• **THE PROBLEM**
Where a line of the entries holds the string "junction", copy that line.

[Recorded data]

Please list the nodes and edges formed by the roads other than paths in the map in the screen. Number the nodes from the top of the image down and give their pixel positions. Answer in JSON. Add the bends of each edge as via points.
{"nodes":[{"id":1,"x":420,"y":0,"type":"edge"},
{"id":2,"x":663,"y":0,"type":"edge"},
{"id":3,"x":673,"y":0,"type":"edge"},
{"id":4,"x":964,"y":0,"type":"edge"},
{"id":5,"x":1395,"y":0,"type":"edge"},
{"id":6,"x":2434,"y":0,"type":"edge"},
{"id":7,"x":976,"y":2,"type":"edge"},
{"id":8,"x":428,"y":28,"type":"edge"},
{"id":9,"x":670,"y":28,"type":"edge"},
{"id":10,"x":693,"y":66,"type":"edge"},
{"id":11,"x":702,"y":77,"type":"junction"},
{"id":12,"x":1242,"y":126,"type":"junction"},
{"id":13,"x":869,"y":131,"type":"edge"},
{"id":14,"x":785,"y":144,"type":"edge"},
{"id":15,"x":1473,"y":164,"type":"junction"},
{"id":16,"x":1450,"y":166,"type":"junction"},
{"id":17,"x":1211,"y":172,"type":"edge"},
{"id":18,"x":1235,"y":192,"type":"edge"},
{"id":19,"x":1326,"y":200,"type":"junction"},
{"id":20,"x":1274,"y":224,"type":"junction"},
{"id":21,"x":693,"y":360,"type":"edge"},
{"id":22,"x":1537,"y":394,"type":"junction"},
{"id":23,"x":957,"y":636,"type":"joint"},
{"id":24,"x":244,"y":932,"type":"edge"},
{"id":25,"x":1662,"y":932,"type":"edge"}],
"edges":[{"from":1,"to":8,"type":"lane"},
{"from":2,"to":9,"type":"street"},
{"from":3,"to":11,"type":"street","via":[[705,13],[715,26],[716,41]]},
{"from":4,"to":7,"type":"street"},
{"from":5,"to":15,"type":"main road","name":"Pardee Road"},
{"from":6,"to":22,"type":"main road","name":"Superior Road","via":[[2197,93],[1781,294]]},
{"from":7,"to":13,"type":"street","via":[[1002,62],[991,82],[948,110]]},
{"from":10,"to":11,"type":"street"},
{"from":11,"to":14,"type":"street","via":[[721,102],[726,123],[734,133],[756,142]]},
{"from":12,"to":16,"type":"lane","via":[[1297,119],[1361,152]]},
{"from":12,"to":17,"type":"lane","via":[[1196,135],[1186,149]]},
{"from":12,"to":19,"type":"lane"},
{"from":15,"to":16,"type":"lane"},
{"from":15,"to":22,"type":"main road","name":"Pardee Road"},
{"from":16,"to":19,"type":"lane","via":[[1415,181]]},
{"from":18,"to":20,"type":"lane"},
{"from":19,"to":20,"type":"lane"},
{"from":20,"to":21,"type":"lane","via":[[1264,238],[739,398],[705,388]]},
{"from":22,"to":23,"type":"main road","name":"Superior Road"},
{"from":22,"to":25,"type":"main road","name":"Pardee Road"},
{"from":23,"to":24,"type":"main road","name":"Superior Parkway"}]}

• **OUTPUT OF THE EXERCISE**
{"id":11,"x":702,"y":77,"type":"junction"},
{"id":12,"x":1242,"y":126,"type":"junction"},
{"id":15,"x":1473,"y":164,"type":"junction"},
{"id":16,"x":1450,"y":166,"type":"junction"},
{"id":19,"x":1326,"y":200,"type":"junction"},
{"id":20,"x":1274,"y":224,"type":"junction"},
{"id":22,"x":1537,"y":394,"type":"junction"},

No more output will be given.